¿Qué nos dice la Primavera de Praga?
Hace 50 años, las tropas del Pacto de Varsovia invadieron Checoslovaquia y aplastaron el valiente reformismo liberal del recientemente nombrado Primer Secretario del del Comité Central del Partido Comunista, un señor con más pinta de actor que de burócrata y que había tenido la prudencia de plantear sus reformas de tal modo que no pareciera que pretendía abandonar la órbita soviética. Los trágicos precedentes de la fallida revolución democrática de Hungría en 1956 y de conatos posteriores en Alemania Oriental exigían navegar dificultosamente entre las aguas de la reforma liberal y las de la lealtad a la Unión Soviética.
Moscú entendió que si dejaba que esa bolita de nieve siguiera corriendo, el Pacto de Varsovia se podía desmadejar. Por tanto, mandó medio millón de tropas y dos mil tanques con la consigna de matar al huevo en la gallina.
Cincuenta años después, toca extraer lecciones estimulantes de esta luctuosa efemérides.
La primera es que la fortaleza de un sistema autoritario e imperialista es sólo aparente y temporal, algo que no será fácil aceptar para los cubanos que, bajo la Presidencia formal de Miguel Díaz-Canel, acaban de recibir el mazazo de una reforma constitucional que pretende perpetuar el comunismo tras la muerte de Raúl Castro.
Tampoco será fácil para los venezolanos que padecen al chavismo desde hace dos décadas y huyen por las fronteras en busca de un destino. O para los nicaragüenses que han visto a los paramilitares de Daniel Ortega masacrar a casi cuatrocientos compatriotas en pocos meses.
Pero no olvidemos que el mismísimo Dubcek, al que Moscú convirtió en un paria en su propio país tras la invasión, celebró junto a Václav Havel, apenas 21 años después de la invasión, el retorno de la independencia y de la democracia, y asumió la Presidencia del Parlamento checoslovaco. No sólo eso: en los 80, Gorbachov basó su perestroika y su glasnost en la Primavera de Praga.
Quiere decir no sólo que el imperialismo soviético era menos sólido de lo que parecía sino también que la Primavera de Praga, tan aparentemente insignificante frente a los tanques del Pacto de Varsovia, era un adversario muy poderoso por su capacidad para reverberar en el tiempo.

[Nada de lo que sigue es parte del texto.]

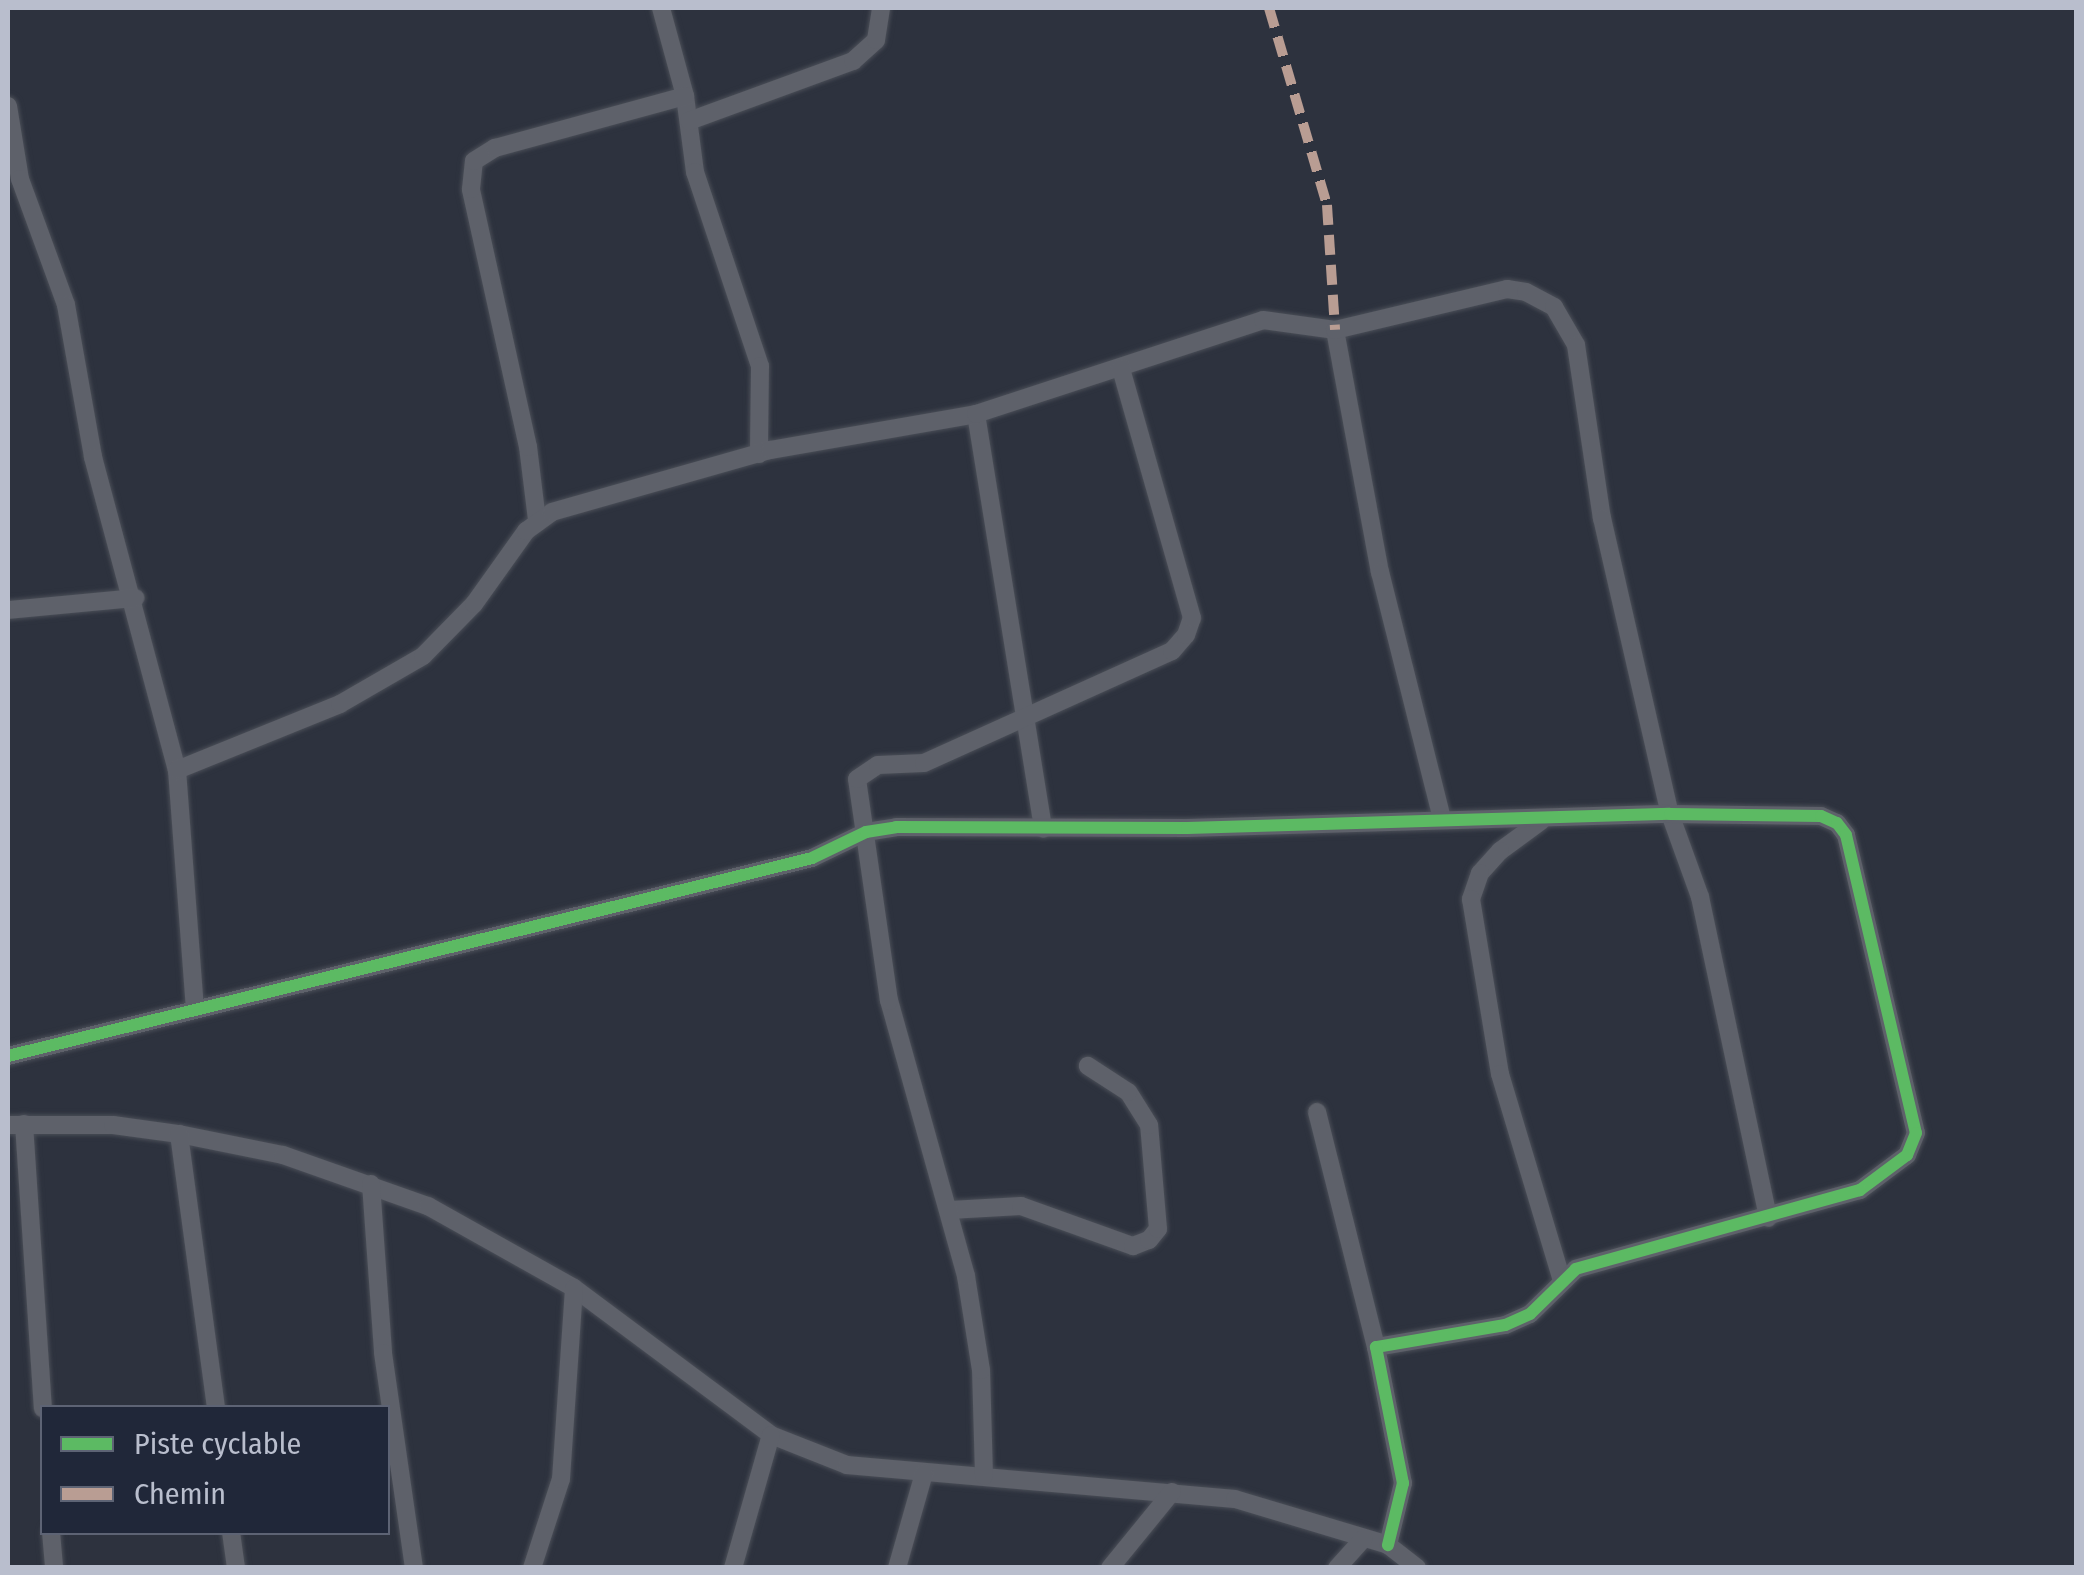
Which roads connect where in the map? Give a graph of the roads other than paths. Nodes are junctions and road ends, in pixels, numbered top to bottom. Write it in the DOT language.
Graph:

Una segunda lección es que toda estructura burocrática dictatorial tiene el germen de su propia destrucción alojado en su interior. El propio Dubcek había sido un apparátchik ejemplar del comunismo checoslovaco. Por eso lo nombraron primer secretario en la región de Eslovaquia, primero, y, más tarde, a escala nacional. Y lo primero que hizo, igual que Gorbachov, otro apparátchik ejemplar, fue emprender reformas subversivas desde el interior del sistema.
¿Puede alguien asegurar que el comunismo cubano o el chavismo o el sandinismo no tienen en su interior reformistas potenciales que, por temor, oportunismo o lucidez tarde o temprano buscarán una salida? Los tres casos han producido disidentes y apóstatas que alguna vez fueron dóciles al sistema que luego repudiaron. Salieron del sistema antes de escalar a niveles desde donde hubieran podido modificarlo, pero su mera existencia confirma la endeblez de la lealtad que profesan los que están adentro.
La tercera lección: la cultura prevalece sobre la ideología. No digo que la cultura nunca varía: lo hace, pero muy lentamente. Los checos tenían cierta cultura democrática y emprendedora (habían sido una pequeña potencia industrial) y cuatro décadas de comunismo no bastaron para erradicar ambas cosas. Por eso la República Checa -a pesar de que su democracia se está afeando por el nacionalismo populista— ha sido una de las historias de éxito en Europa desde la caída del comunismo.
Viva la Primavera de Praga.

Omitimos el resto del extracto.